Вспоминая встречу с танкистами, Барышев поморщился – перевод в роту Клитина бойцы восприняли как незаслуженное наказание, чуть ли не приговор. С другой стороны, старлей после возвращения из госпиталя служебное рвение умерил. К тому же подполковник не может спокойно видеть его изуродованное лицо.
Как ни крути, вместо пятидесяти шести танков в батальоне осталось тридцать пять. После двух месяцев боев – неплохо, на линии Маннергейма за один-два боя в ржавый хлам выгорали целые бригады, но ударная сила батальона уменьшилась больше чем на треть, приходится учитывать. Ничего, за одного битого, как говорится, двух небитых дают. А его люди не столько битые, сколько бившие, это дорогого стоит.
Еще одна беда – топливо и боеприпасы. Горючки на две полные заправки, патронов три боекомплекта, снарядов – полтора. День-другой боев, и суши весла, гремя огнем в атаку не помчишься, останется наводить страх на противника блеском стали, у которого поражающий эффект невелик. Не помогают ни еженедельные рапорты на два листа, ни ежедневные звонки в штаб – все уперлось в дороги, будь они неладны, вернее, в их отсутствие. Единственный более-менее приличный путь постоянно засыпает снегом, колонны пробиваются с большим трудом. Того, что удается протолкнуть через перевалы, еле-еле хватает, чтобы кормить и обогревать войска, о создании запасов речь пока не идет. Перевалив через хребты, греки поменялись с итальянцами проблемами – теперь фашисты без особых проблем перебрасывают подкрепления и снабжают свою армию по морю. Дурная погода им только на руку – наша авиация помешать не может. В штабах рисуют стрелы на картах, планируют весной нанести противнику окончательное поражение, но до тех пор, пока не будет нормального снабжения, цена этим планам невысока.
Перед выходом из штаба подполковник поплотней запахнулся в прорезиненный плащ и глубже надвинул капюшон. Чертова погода, чтоб ее.
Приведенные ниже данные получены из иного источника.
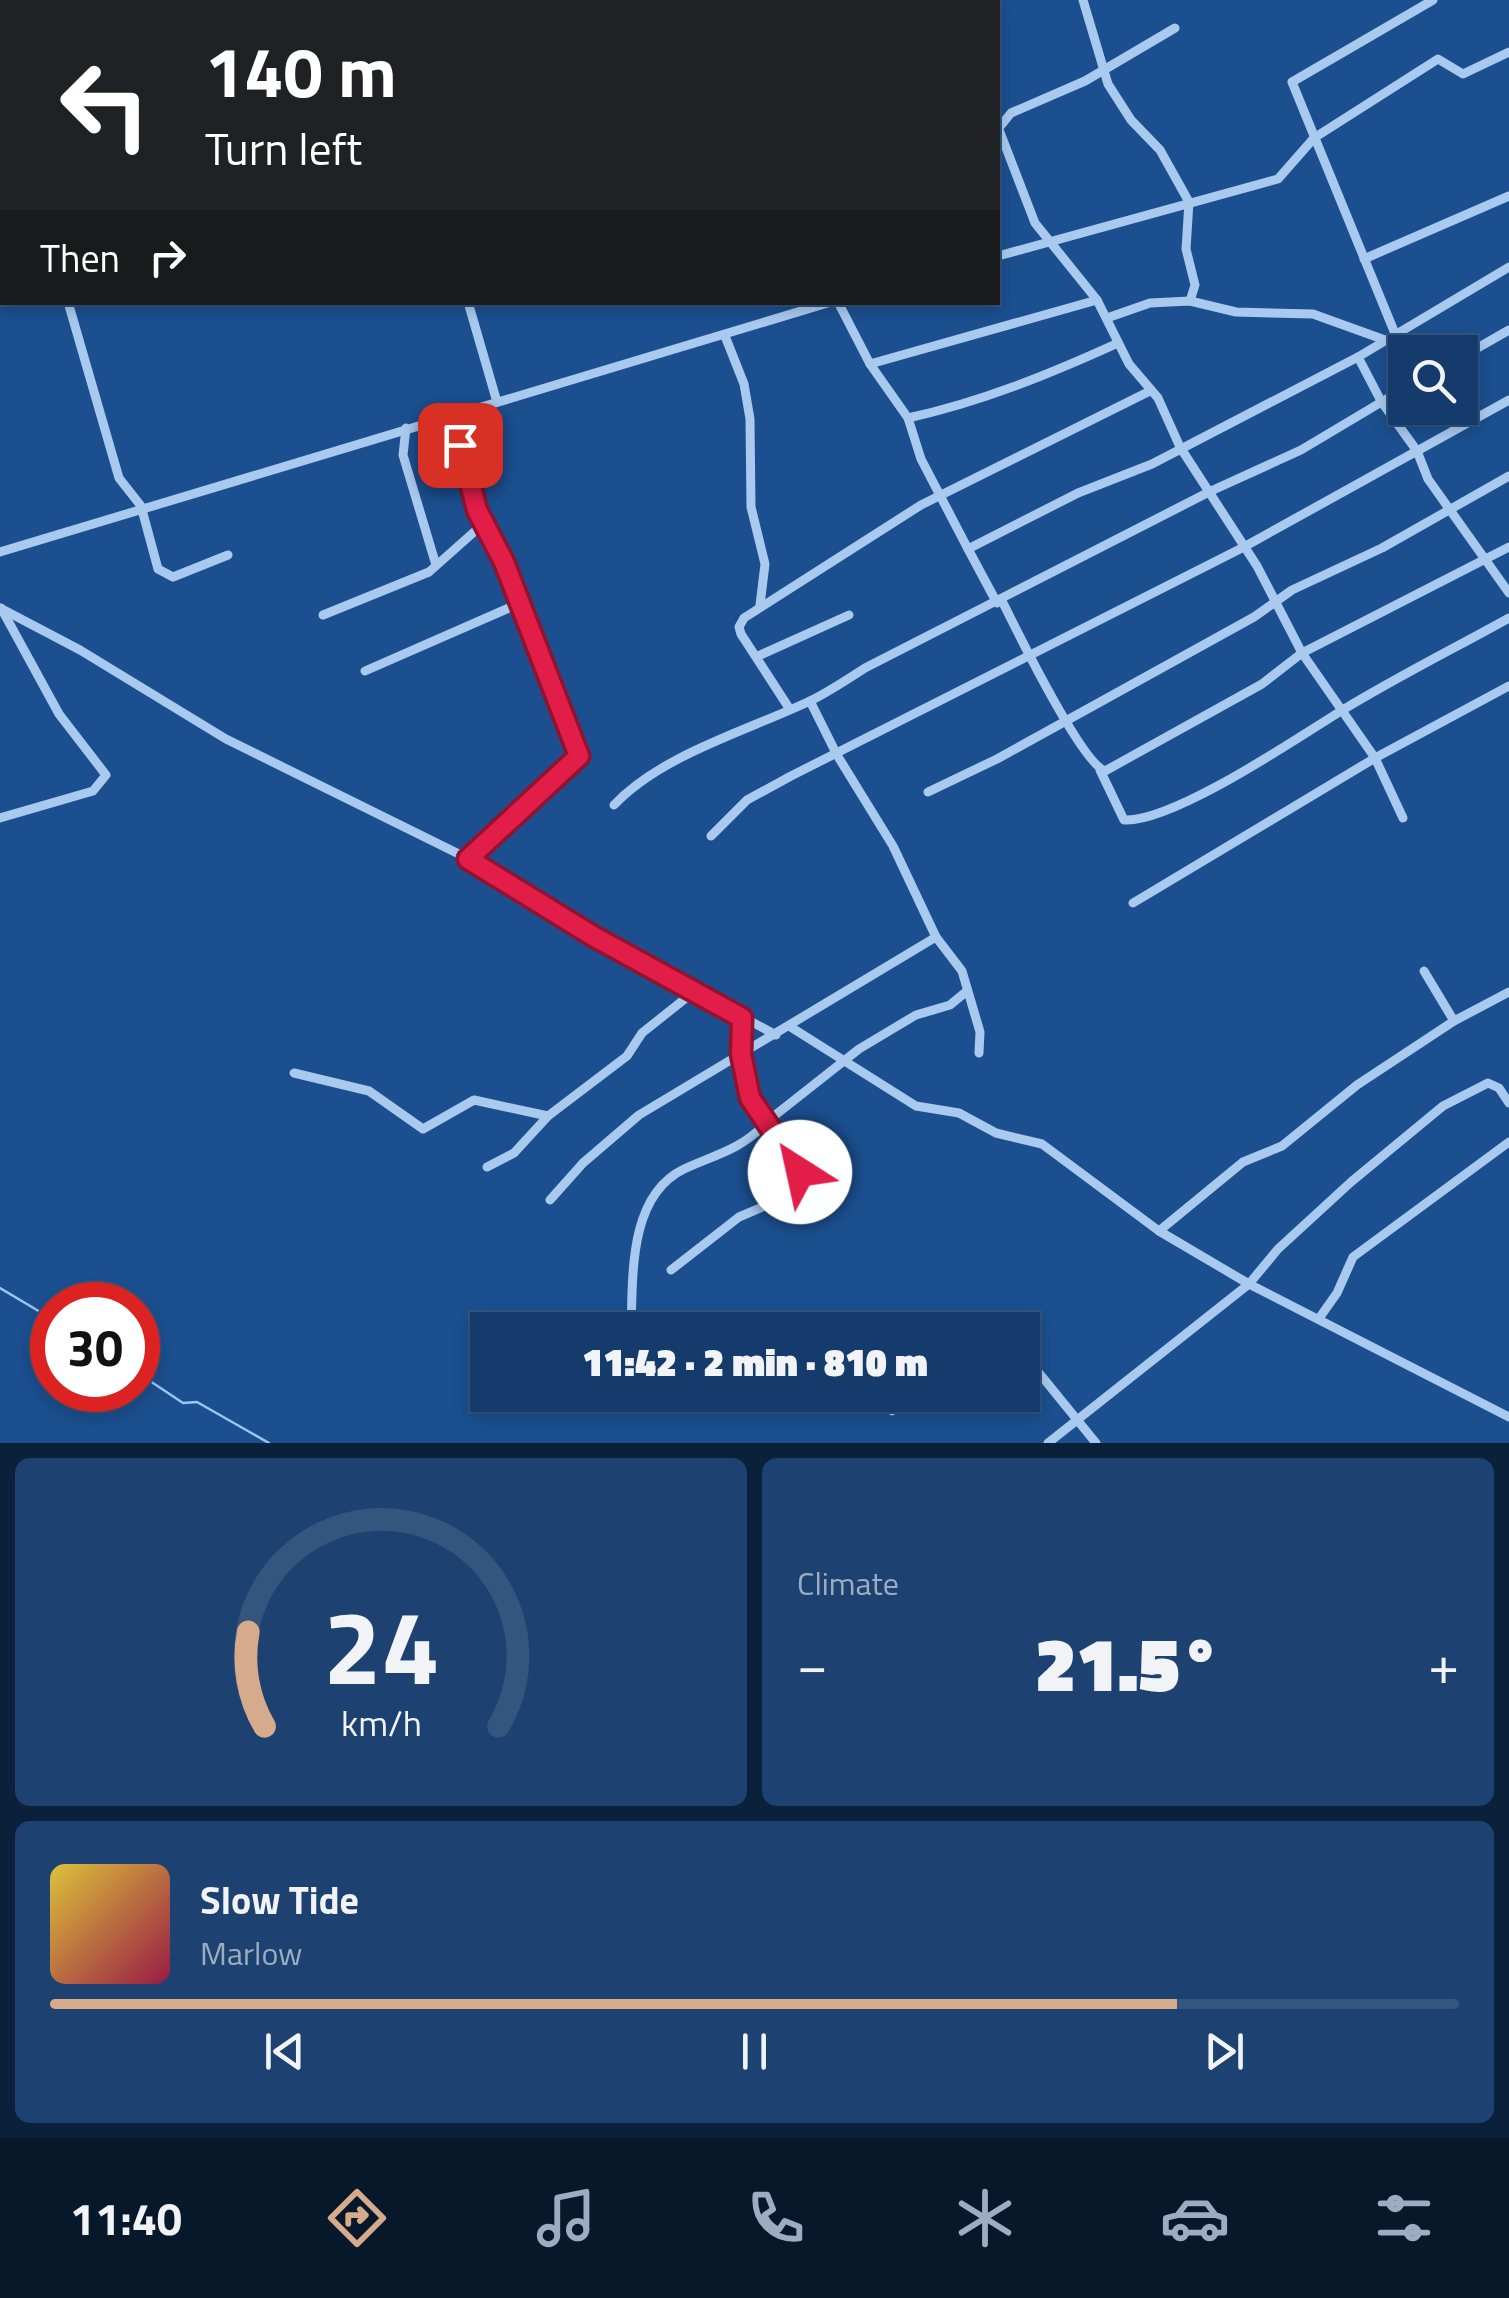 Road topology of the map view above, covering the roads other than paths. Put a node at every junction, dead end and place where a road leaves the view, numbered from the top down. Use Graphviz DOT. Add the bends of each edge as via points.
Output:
graph roads {
  1 [pos="1083,0"];
  2 [pos="1433,0"];
  3 [pos="1175,28"];
  4 [pos="1509,52"];
  5 [pos="1106,67"];
  6 [pos="1000,126"];
  7 [pos="1000,133"];
  8 [pos="1314,138"];
  9 [pos="1509,196"];
  10 [pos="1189,202"];
  11 [pos="1048,242"];
  12 [pos="1000,255"];
  13 [pos="1364,259"];
  14 [pos="1509,266"];
  15 [pos="1096,300"];
  16 [pos="1190,301"];
  17 [pos="69,305"];
  18 [pos="469,305"];
  19 [pos="824,305"];
  20 [pos="836,305"];
  21 [pos="1106,318"];
  22 [pos="1509,330"];
  23 [pos="1396,335"];
  24 [pos="1398,335"];
  25 [pos="725,336"];
  26 [pos="1388,339"];
  27 [pos="1385,340"];
  28 [pos="1118,343"];
  29 [pos="1478,348"];
  30 [pos="1358,356"];
  31 [pos="870,364"];
  32 [pos="1148,392"];
  33 [pos="1388,398"];
  34 [pos="1509,400"];
  35 [pos="1382,401"];
  36 [pos="497,402"];
  37 [pos="451,415"];
  38 [pos="908,418"];
  39 [pos="406,428"];
  40 [pos="1180,447"];
  41 [pos="1417,451"];
  42 [pos="1509,476"];
  43 [pos="1211,491"];
  44 [pos="942,495"];
  45 [pos="141,506"];
  46 [pos="1450,508"];
  47 [pos="484,524"];
  48 [pos="1509,546"];
  49 [pos="1242,548"];
  50 [pos="968,549"];
  51 [pos="0,552"];
  52 [pos="228,555"];
  53 [pos="1485,560"];
  54 [pos="436,566"];
  55 [pos="1509,593"];
  56 [pos="1276,600"];
  57 [pos="999,602"];
  58 [pos="518,604"];
  59 [pos="760,606"];
  60 [pos="0,607"];
  61 [pos="849,614"];
  62 [pos="323,615"];
  63 [pos="1509,618"];
  64 [pos="1302,653"];
  65 [pos="758,656"];
  66 [pos="1030,658"];
  67 [pos="365,672"];
  68 [pos="1509,686"];
  69 [pos="810,701"];
  70 [pos="789,708"];
  71 [pos="1342,710"];
  72 [pos="1066,718"];
  73 [pos="837,755"];
  74 [pos="1375,758"];
  75 [pos="1100,770"];
  76 [pos="928,792"];
  77 [pos="614,805"];
  78 [pos="0,818"];
  79 [pos="1403,818"];
  80 [pos="711,836"];
  81 [pos="468,859"];
  82 [pos="1133,903"];
  83 [pos="936,937"];
  84 [pos="1424,971"];
  85 [pos="696,990"];
  86 [pos="966,991"];
  87 [pos="1509,992"];
  88 [pos="742,1018"];
  89 [pos="1454,1021"];
  90 [pos="789,1026"];
  91 [pos="776,1035"];
  92 [pos="980,1053"];
  93 [pos="741,1054"];
  94 [pos="844,1062"];
  95 [pos="294,1073"];
  96 [pos="1509,1103"];
  97 [pos="548,1116"];
  98 [pos="764,1124"];
  99 [pos="1509,1142"];
  100 [pos="487,1167"];
  101 [pos="550,1200"];
  102 [pos="1159,1231"];
  103 [pos="672,1270"];
  104 [pos="1249,1284"];
  105 [pos="634,1312"];
  106 [pos="1320,1316"];
  107 [pos="1040,1373"];
  108 [pos="1078,1417"];
  109 [pos="1509,1417"];
  110 [pos="1048,1443"];
  111 [pos="1096,1443"];
  1 -- 5 [label="street"];
  2 -- 8 [label="street" via="1292,82"];
  3 -- 5 [label="street"];
  4 -- 8 [label="street" via="1463,74 1438,59"];
  5 -- 6 [label="street" via="1012,113"];
  5 -- 10 [label="street" via="1119,104 1160,150"];
  7 -- 11 [label="street"];
  8 -- 10 [label="street" via="1278,178"];
  8 -- 13 [label="street"];
  9 -- 13 [label="street"];
  10 -- 11 [label="street"];
  10 -- 16 [label="street" via="1186,249 1195,285"];
  11 -- 12 [label="street"];
  11 -- 15 [label="street"];
  13 -- 23 [label="street"];
  14 -- 24 [label="street"];
  15 -- 21 [label="street"];
  15 -- 31 [label="street"];
  16 -- 21 [label="street" via="1150,303"];
  16 -- 27 [label="street" via="1236,312 1313,314"];
  17 -- 45 [label="street" via="119,478"];
  18 -- 36 [label="street"];
  19 -- 25 [label="street"];
  20 -- 31 [label="street"];
  21 -- 28 [label="street"];
  22 -- 29 [label="street"];
  25 -- 36 [label="street"];
  25 -- 59 [label="street" via="750,419 751,507 765,564"];
  26 -- 27 [label="street"];
  27 -- 30 [label="street"];
  28 -- 32 [label="street"];
  28 -- 38 [label="street" via="1030,381"];
  30 -- 35 [label="street"];
  30 -- 40 [label="street"];
  31 -- 38 [label="street"];
  32 -- 40 [label="street" via="1158,398"];
  32 -- 44 [label="street"];
  33 -- 35 [label="street"];
  34 -- 41 [label="street"];
  35 -- 41 [label="street"];
  35 -- 43 [label="street" via="1301,450"];
  36 -- 37 [label="street"];
  37 -- 39 [label="street"];
  37 -- 47 [label="street"];
  38 -- 44 [label="street"];
  39 -- 45 [label="street"];
  39 -- 54 [label="street" via="403,454"];
  40 -- 43 [label="street"];
  40 -- 50 [label="street"];
  41 -- 46 [label="street"];
  41 -- 49 [label="street"];
  42 -- 46 [label="street"];
  43 -- 49 [label="street"];
  43 -- 57 [label="street"];
  44 -- 50 [label="street"];
  44 -- 59 [label="street"];
  45 -- 51 [label="street"];
  45 -- 52 [label="street" via="163,575 190,572"];
  46 -- 53 [label="street"];
  46 -- 56 [label="street"];
  47 -- 54 [label="street"];
  47 -- 58 [label="street"];
  48 -- 53 [label="street"];
  49 -- 56 [label="street"];
  49 -- 66 [label="street"];
  50 -- 57 [label="street"];
  53 -- 55 [label="street"];
  53 -- 64 [label="street"];
  54 -- 62 [label="street"];
  56 -- 64 [label="street"];
  56 -- 72 [label="street"];
  57 -- 66 [label="street"];
  57 -- 69 [label="street"];
  58 -- 67 [label="street"];
  58 -- 81 [label="street" via="579,756"];
  59 -- 65 [label="street" via="739,628"];
  60 -- 78 [label="street" via="59,714 106,780 93,790"];
  60 -- 81 [label="street" via="226,739"];
  61 -- 65 [label="street"];
  63 -- 71 [label="street"];
  64 -- 71 [label="street"];
  64 -- 75 [label="street" via="1262,684"];
  65 -- 70 [label="street"];
  66 -- 72 [label="street"];
  66 -- 73 [label="street"];
  68 -- 74 [label="street"];
  69 -- 70 [label="street"];
  69 -- 73 [label="street"];
  70 -- 77 [label="street" via="631,788"];
  71 -- 74 [label="street"];
  71 -- 75 [label="street" via="1192,800 1143,818 1120,816"];
  72 -- 75 [label="street"];
  72 -- 76 [label="street"];
  73 -- 80 [label="street" via="747,800"];
  73 -- 83 [label="street" via="893,846"];
  74 -- 79 [label="street"];
  74 -- 82 [label="street"];
  81 -- 85 [label="street"];
  83 -- 86 [label="street" via="954,957"];
  83 -- 90 [label="street"];
  84 -- 89 [label="street"];
  85 -- 88 [label="street"];
  85 -- 97 [label="street"];
  86 -- 92 [label="street"];
  86 -- 94 [label="street"];
  87 -- 89 [label="street"];
  88 -- 91 [label="street"];
  88 -- 93 [label="street"];
  89 -- 102 [label="street" via="1282,1146 1243,1162"];
  90 -- 91 [label="street"];
  90 -- 94 [label="street"];
  91 -- 93 [label="street"];
  93 -- 98 [label="street" via="750,1098"];
  93 -- 101 [label="street" via="639,1115"];
  94 -- 98 [label="street"];
  94 -- 102 [label="street" via="922,1108 959,1113 1042,1144"];
  95 -- 97 [label="street" via="370,1090 423,1129 474,1100"];
  96 -- 104 [label="street" via="1488,1082 1443,1106 1294,1233"];
  97 -- 100 [label="street" via="514,1153"];
  98 -- 103 [label="street" via="800,1172 787,1194 739,1217"];
  98 -- 105 [label="street" via="744,1145 654,1190 640,1234"];
  99 -- 106 [label="street" via="1354,1257"];
  102 -- 104 [label="street"];
  104 -- 106 [label="street"];
  104 -- 108 [label="street"];
  106 -- 109 [label="street"];
  107 -- 108 [label="street"];
  108 -- 110 [label="street"];
  108 -- 111 [label="street"];
}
Все-таки капитаном приятнее быть, чем старшим лейтенантом. Получать новые знаки различия в торжественной обстановке, в большом красивом зале, из рук руководителя государства – пусть маленького и чужого, приятнее, чем на заснеженном плацу. Еще приятнее вместе с третьей звездой получить коробочку с новеньким, блестящим орденом. Потом банкет – белая ткань скатертей, вино в хрустальных бокалах, пусть необильная, но вкусная пища – это не разведенный спирт из жестяной кружки под тушенку из котелка. Тем более что никуда спирт и тушенка не денутся – как с сослуживцами звание и награды не обмыть? Новенькая форма сшита мастером своего дела, сидит как влитая, не зря портной свои драхмы получил, хрустит необмятая кожа ремней. Не за это они с Карагеозисом по заснеженным перевалам людей вели, но – приятно, черт побери, ощущать: заметили, ценят, выделяют. А вот от предложения возглавить учебный греческий батальон Котовский отказался – как бросить своих парней? Они будут на фронте под снарядами, а Алексей в тылу, в тепле, рядом со столицей? Может, и пожалеет потом о своем решении, но раз принял, менять не собирается.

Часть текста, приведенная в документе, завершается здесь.